To capture this potential, we focus on identifying areas of value creation, such as industry economics and competitive positioning, then following that up with intensive, multi-dimensional stock-level research to seek an informational advantage in particular names.
Our team follows a style-agnostic, dynamic approach – seeking the best risk reward opportunities across the market. Having alighted on names we wish to add to the portfolio, we apply strong principles of risk-based portfolio construction, actively focusing portfolio risk on stock selection, whilst minimising factor biases, to actively curate a portfolio of 30-50 stocks.
In the first twelve months that we managed this strategy at Jupiter, it has significantly outperformed its benchmark index as well as sitting in the top decile of its peer group.
| 1 year (since FM inception)* | 3 years | 5 years |
Jupiter European Select D EUR Acc | 17.17 | 26.41 | 31.79 |
MSCI Europe Net Total Return Index1 | 13.90 | 39.63 | 58.73 |
EAA Fund Europe Large-Cap Blend Equity2 | 10.80 | 30.91 | 40.58 |
Peer Group Decile | 1 | 7 | 8 |
Past performance does not predict future returns. Source: Morningstar, NAV to NAV, gross income reinvested, net of fees, in EUR, Jupiter European Select D EUR Acc, to 12.05.26. *FM inception: 12.05.2025. 1Comparator benchmark: MSCI Europe Net Total Return Index. 2Peer group: EAA Fund Europe Large-Cap Blend Equity.
It is pleasing that we have so far generated an uplift in relative performance for investors in this fund over the last year, but we acknowledge that most clients will rightly be focused on what we can deliver over periods longer than one year – and we know the longer term track record of the Jupiter funds will take time to turn around. Of course we may not outperform every year, and within active investment management no outcome is ever guaranteed, but we have confidence that our investment approach can generate material alpha over the long term.
The reason we have this confidence is due to our extensive history of following this same investment process through a wide variety of market regimes. This is a battle-tested approach.

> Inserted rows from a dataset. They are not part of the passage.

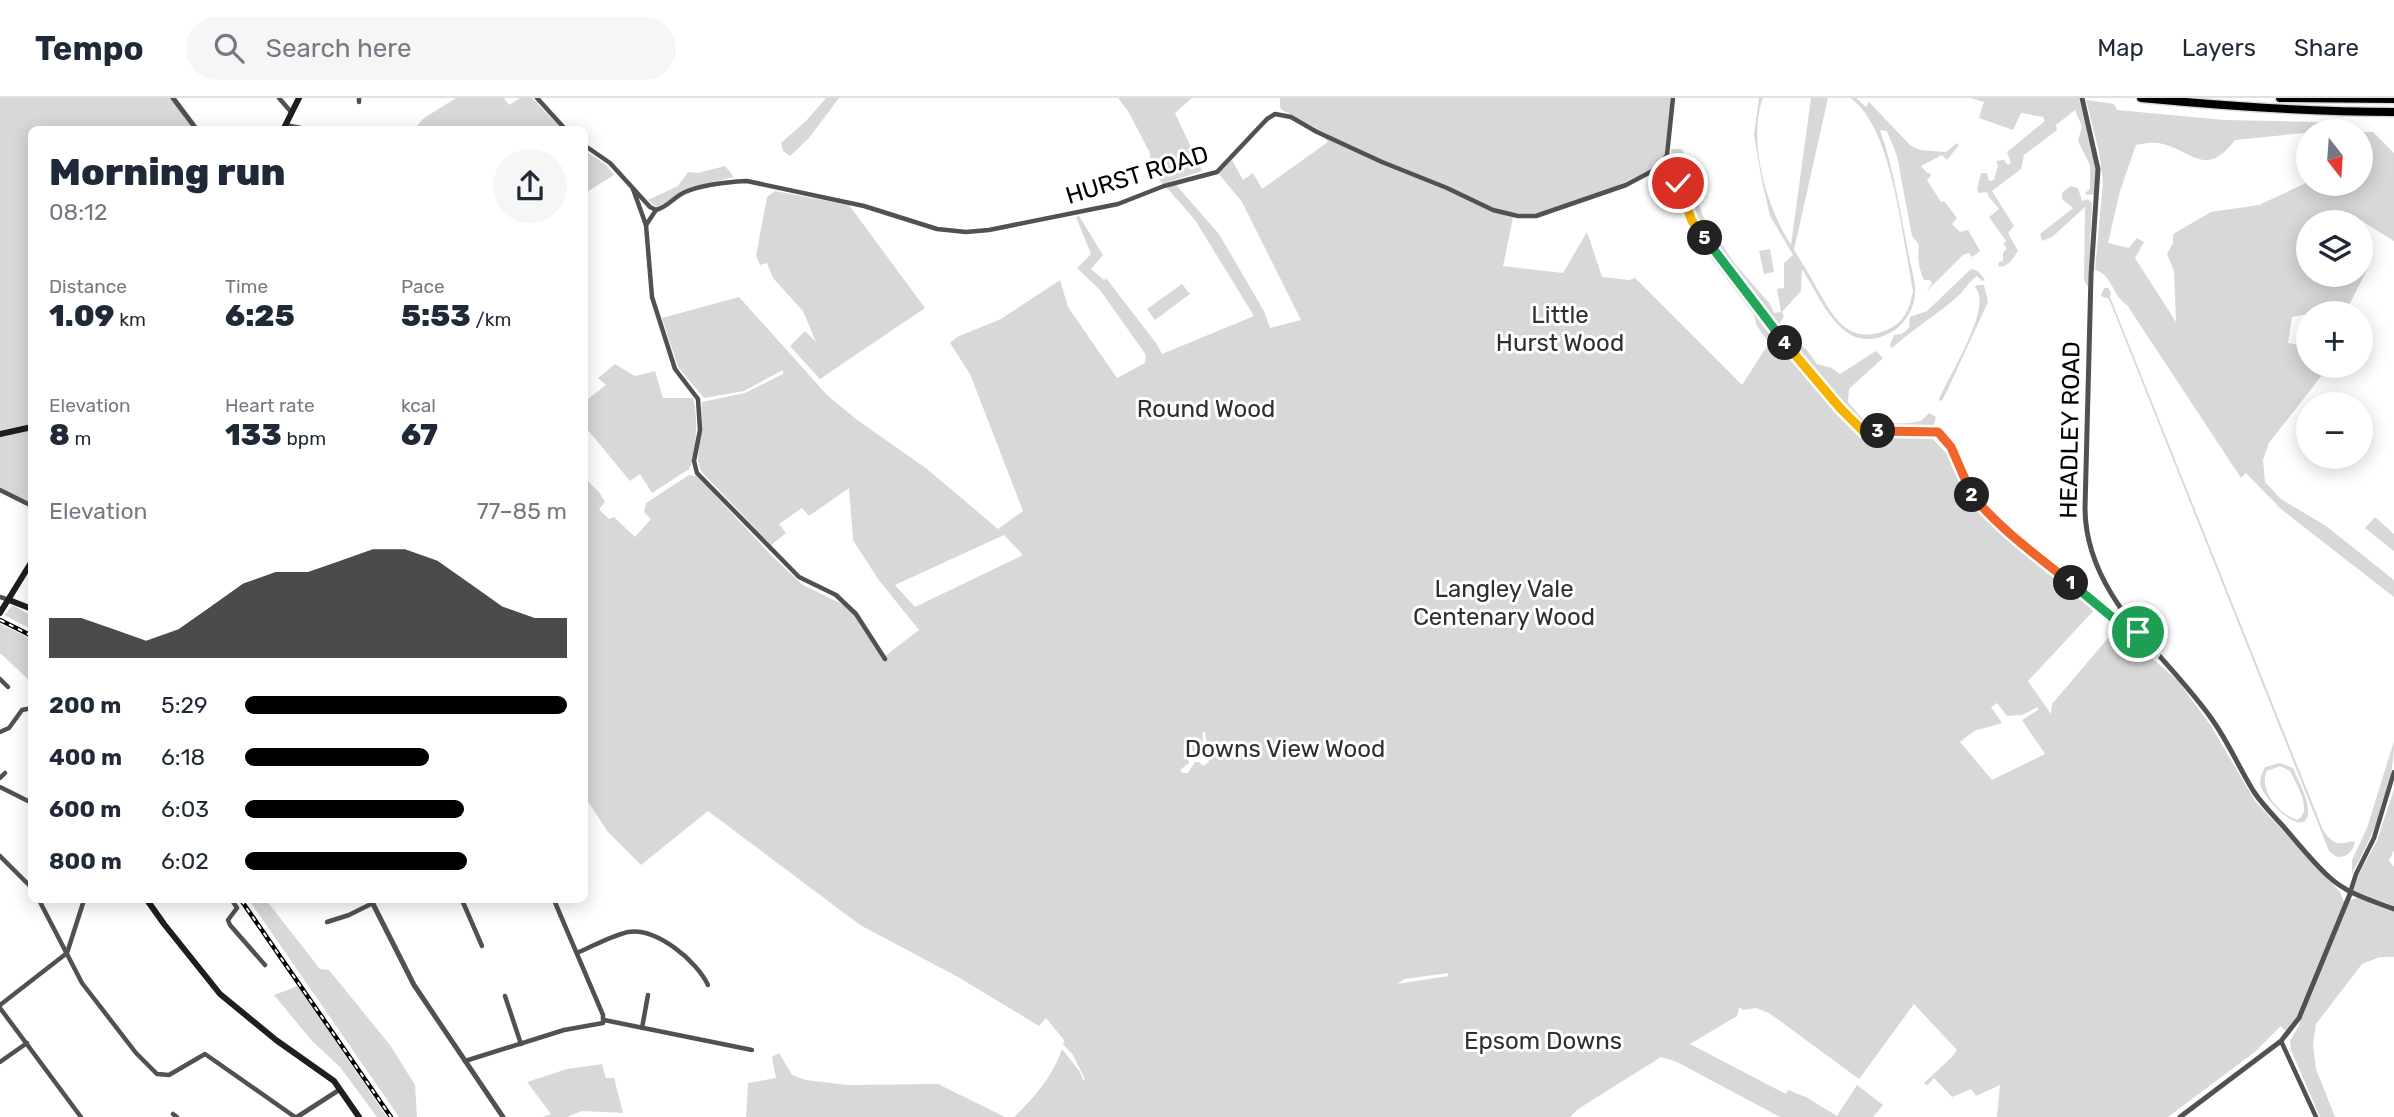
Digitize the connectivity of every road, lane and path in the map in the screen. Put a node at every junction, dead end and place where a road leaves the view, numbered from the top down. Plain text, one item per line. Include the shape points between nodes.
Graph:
1 (173, 98) edge
2 (279, 98) edge
3 (299, 98) edge
4 (537, 98) edge
5 (1673, 98) edge
6 (2082, 98) edge
7 (2141, 98) edge
8 (2280, 98) edge
9 (2394, 99) edge
10 (2394, 112) edge
11 (292, 113) junction
12 (194, 126) edge
13 (286, 126) edge
14 (562, 126) edge
15 (588, 148) edge
16 (1667, 155) junction
17 (1658, 168) junction
18 (1671, 170) junction
19 (633, 188) junction
20 (650, 206) junction
21 (656, 210) junction
22 (644, 215) junction
23 (646, 225) junction
24 (28, 428) edge
25 (0, 434) edge
26 (0, 490) edge
27 (28, 504) edge
28 (28, 568) edge
29 (0, 597) edge
30 (9, 600) junction
31 (28, 607) edge
32 (2, 610) edge
33 (2154, 652) junction
34 (885, 659) dead end
35 (0, 679) edge
36 (8, 687) dead end
37 (28, 709) edge
38 (0, 732) edge
39 (2394, 772) edge
40 (5, 773) dead end
41 (0, 778) edge
42 (0, 787) edge
43 (28, 801) edge
44 (0, 856) edge
45 (28, 883) edge
46 (2350, 894) junction
47 (41, 903) edge
48 (82, 903) edge
49 (149, 903) edge
50 (234, 903) edge
51 (369, 903) edge
52 (373, 903) edge
53 (463, 903) edge
54 (555, 903) edge
55 (2394, 909) edge
56 (327, 923) dead end
57 (482, 946) dead end
58 (67, 953) junction
59 (577, 953) junction
60 (265, 965) dead end
61 (708, 985) dead end
62 (648, 995) dead end
63 (505, 996) dead end
64 (0, 1007) edge
65 (604, 1020) junction
66 (642, 1028) junction
67 (2281, 1041) junction
68 (27, 1043) junction
69 (521, 1044) junction
70 (752, 1051) dead end
71 (465, 1060) junction
72 (0, 1062) edge
73 (339, 1090) junction
74 (81, 1117) edge
75 (296, 1117) edge
76 (359, 1117) edge
77 (503, 1117) edge
78 (2180, 1117) edge
79 (2316, 1117) edge

1 - 12 street
2 - 11 street
3 - 11 main road
4 - 14 street
5 - 16 street
6 - 33 street, HEADLEY ROAD via 2098,169 2085,528 2103,579
7 - 10 highway via 2263,109
8 - 9 highway
11 - 13 main road
15 - 19 street
16 - 17 street, HURST ROAD
16 - 18 street
17 - 18 street
17 - 21 street, HURST ROAD via 1573,205 1536,216 1518,215 1493,210 1291,117 1275,114 1217,172 1118,204 989,230 937,229 864,206 747,181 686,191
18 - 33 street via 1692,221 1782,340 1863,431 1938,432 1951,447 1972,496 1993,519
19 - 20 street
19 - 22 street
20 - 21 street
20 - 22 street
21 - 23 street
22 - 23 street
23 - 34 street via 652,298 675,369 698,399 697,473 799,577 836,594 856,614
24 - 25 main road
26 - 27 street
28 - 30 main road
29 - 30 street
30 - 31 main road
30 - 32 main road
33 - 46 street, HEADLEY ROAD via 2213,721 2255,794 2328,876
35 - 36 street
37 - 38 street
39 - 46 street via 2375,838
40 - 41 street
42 - 43 street
44 - 45 street
46 - 55 street
46 - 67 street via 2299,1018
47 - 58 street
48 - 58 street
49 - 73 main road via 220,994 327,1075
50 - 60 street via 237,908 228,920 230,925
51 - 56 street
52 - 71 street via 414,985
53 - 57 street
54 - 59 street
58 - 64 street
58 - 75 street via 82,983 157,1074 169,1075 205,1054
59 - 61 street via 627,933 652,935 679,951
59 - 65 street
62 - 66 street
63 - 69 street
64 - 68 street
65 - 66 street
65 - 69 street via 600,1025 564,1030
66 - 70 street
67 - 78 street
67 - 79 street
68 - 72 street
68 - 74 street
69 - 71 street
71 - 77 street
73 - 75 street
73 - 76 main road

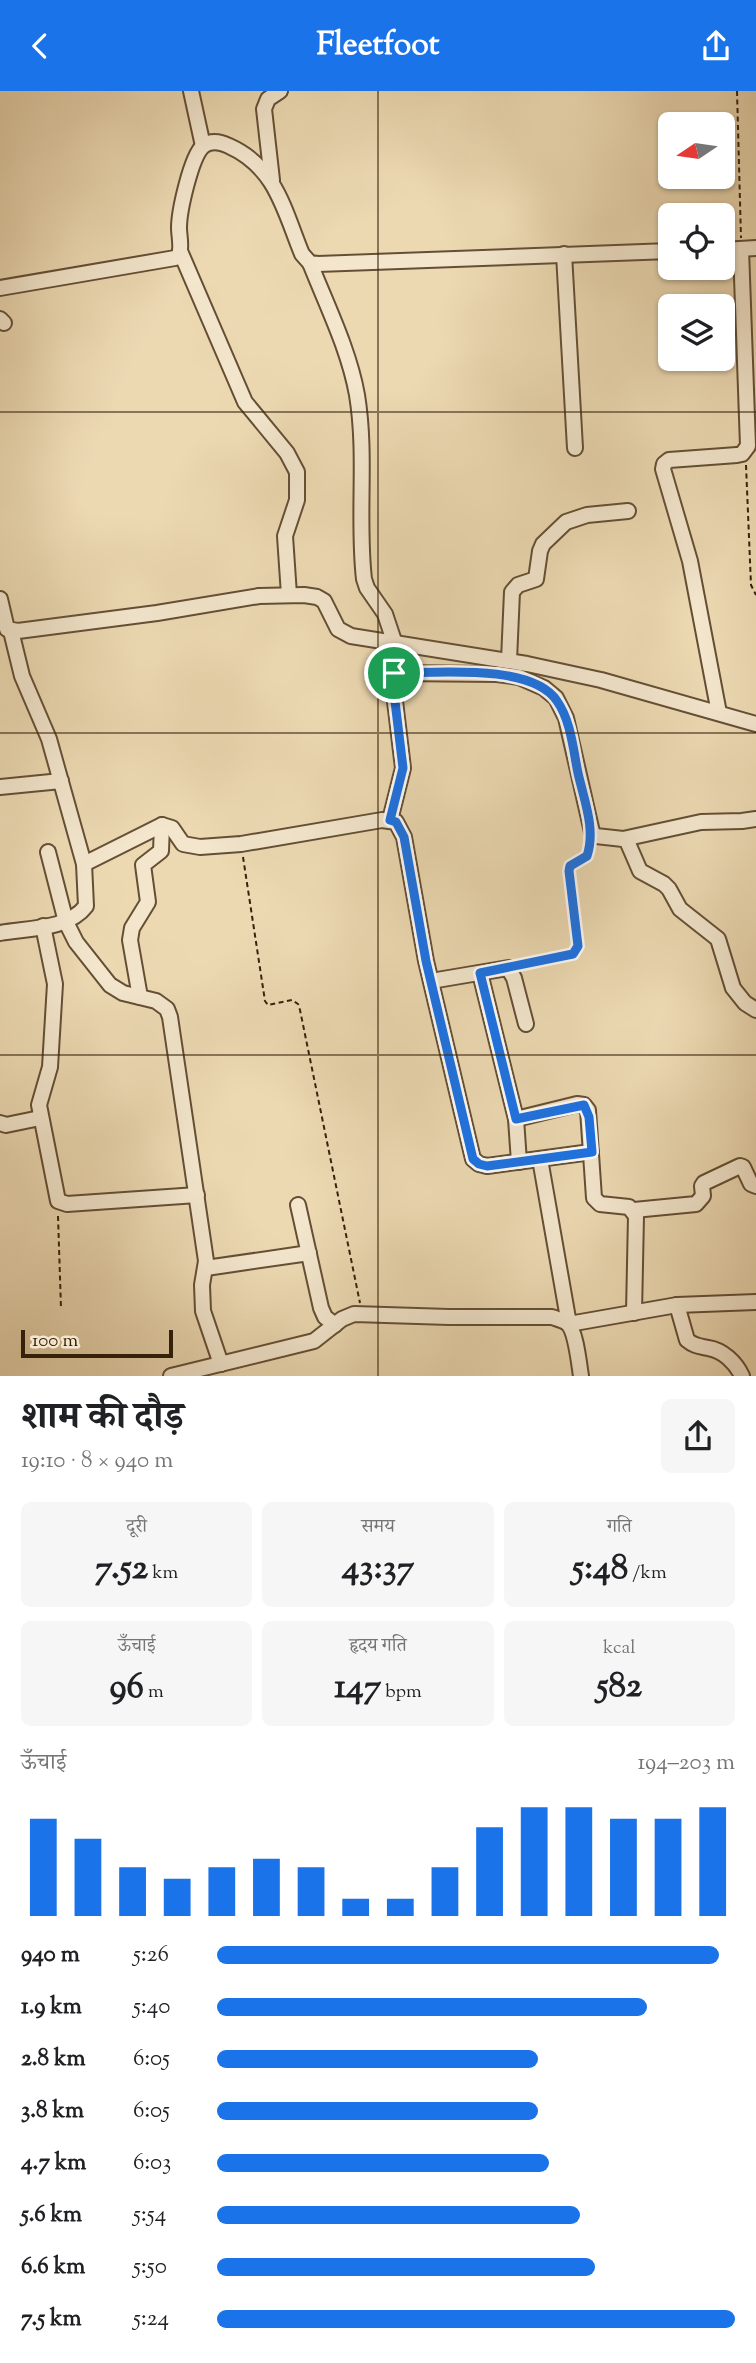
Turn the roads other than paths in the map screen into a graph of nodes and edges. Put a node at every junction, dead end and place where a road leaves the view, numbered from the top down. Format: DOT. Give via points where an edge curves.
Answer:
graph roads {
  1 [pos="191,91"];
  2 [pos="281,91"];
  3 [pos="203,146"];
  4 [pos="272,181"];
  5 [pos="749,249"];
  6 [pos="180,251"];
  7 [pos="658,251"];
  8 [pos="564,254"];
  9 [pos="310,263"];
  10 [pos="0,288"];
  11 [pos="575,448"];
  12 [pos="628,511"];
  13 [pos="289,595"];
  14 [pos="0,599"];
  15 [pos="6,630"];
  16 [pos="395,656"];
  17 [pos="509,660"];
  18 [pos="719,713"];
  19 [pos="756,723"];
  20 [pos="61,781"];
  21 [pos="0,787"];
  22 [pos="756,819"];
  23 [pos="390,820"];
  24 [pos="162,825"];
  25 [pos="623,839"];
  26 [pos="48,852"];
  27 [pos="84,863"];
  28 [pos="66,922"];
  29 [pos="43,926"];
  30 [pos="0,933"];
  31 [pos="480,973"];
  32 [pos="431,981"];
  33 [pos="140,997"];
  34 [pos="756,1010"];
  35 [pos="526,1024"];
  36 [pos="40,1118"];
  37 [pos="516,1119"];
  38 [pos="0,1123"];
  39 [pos="592,1152"];
  40 [pos="540,1159"];
  41 [pos="519,1162"];
  42 [pos="756,1186"];
  43 [pos="197,1195"];
  44 [pos="298,1205"];
  45 [pos="634,1210"];
  46 [pos="309,1253"];
  47 [pos="206,1268"];
  48 [pos="756,1302"];
  49 [pos="677,1305"];
  50 [pos="634,1313"];
  51 [pos="569,1324"];
  52 [pos="335,1325"];
  53 [pos="221,1364"];
  54 [pos="171,1376"];
  55 [pos="581,1376"];
  56 [pos="742,1376"];
  1 -- 3 [label="street"];
  2 -- 4 [label="street" via="268,99 264,109"];
  3 -- 4 [label="street" via="223,143 240,151"];
  3 -- 6 [label="street" via="181,206"];
  4 -- 9 [label="street"];
  5 -- 18 [label="street" via="746,451 669,460 663,469 688,553"];
  6 -- 10 [label="street" via="164,261"];
  6 -- 13 [label="street" via="242,395 297,473 297,500 285,536"];
  7 -- 8 [label="street"];
  8 -- 9 [label="street"];
  8 -- 11 [label="street"];
  9 -- 16 [label="street" via="357,394 365,579 388,621"];
  12 -- 17 [label="street" via="575,518 543,544 536,579 512,592"];
  13 -- 15 [label="street"];
  13 -- 16 [label="street" via="324,601 343,633"];
  14 -- 15 [label="street"];
  15 -- 20 [label="street" via="46,728"];
  16 -- 17 [label="street"];
  16 -- 23 [label="street" via="394,693 403,768"];
  16 -- 25 [label="street" via="519,677 544,688 556,698 566,718 592,832"];
  17 -- 18 [label="street"];
  18 -- 19 [label="street"];
  20 -- 21 [label="street"];
  20 -- 27 [label="street"];
  22 -- 25 [label="street" via="701,822"];
  23 -- 24 [label="street" via="241,844 191,847 183,844 172,828"];
  23 -- 32 [label="street" via="404,837"];
  24 -- 27 [label="street"];
  24 -- 33 [label="street" via="161,851 143,865 148,902 130,933"];
  25 -- 34 [label="street" via="640,871 664,884 680,909 718,939 733,988"];
  26 -- 28 [label="street"];
  27 -- 28 [label="street" via="86,906"];
  28 -- 29 [label="street"];
  28 -- 33 [label="street" via="110,985"];
  29 -- 30 [label="street"];
  29 -- 36 [label="street" via="55,984 50,1067"];
  31 -- 32 [label="street"];
  31 -- 35 [label="street" via="508,968"];
  31 -- 37 [label="street"];
  32 -- 41 [label="street" via="473,1159 487,1166"];
  33 -- 43 [label="street" via="162,1004 170,1017"];
  36 -- 38 [label="street"];
  36 -- 43 [label="street" via="58,1201"];
  37 -- 39 [label="street" via="584,1105"];
  37 -- 41 [label="street"];
  39 -- 40 [label="street"];
  39 -- 45 [label="street" via="596,1202"];
  40 -- 41 [label="street"];
  40 -- 51 [label="street"];
  42 -- 45 [label="street" via="740,1166 704,1183 703,1196 696,1204"];
  43 -- 47 [label="street"];
  44 -- 46 [label="street"];
  45 -- 50 [label="street"];
  46 -- 47 [label="street"];
  46 -- 52 [label="street" via="323,1313"];
  47 -- 53 [label="street" via="202,1311"];
  48 -- 49 [label="street"];
  49 -- 50 [label="street"];
  49 -- 56 [label="street" via="687,1340 724,1355"];
  50 -- 51 [label="street"];
  51 -- 52 [label="street" via="552,1317 362,1314 347,1315"];
  51 -- 55 [label="street"];
  52 -- 53 [label="street" via="306,1343"];
  53 -- 54 [label="street"];
}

An analysis of the past year: the outperformers
Looking at the past year in European markets, and how we navigated it specifically, there are a few areas that stand out as key positive performance drivers for our strategy.
Banks were a notably strong contributor to relative performance, with all our holdings in this sector generating alpha. Amongst these, the two Spanish banks – Caixa and BBVA – were the stars of the show. The portfolio continues to have exposure to selected banks where we believe their characteristics remain consistent with our investment process and portfolio objectives.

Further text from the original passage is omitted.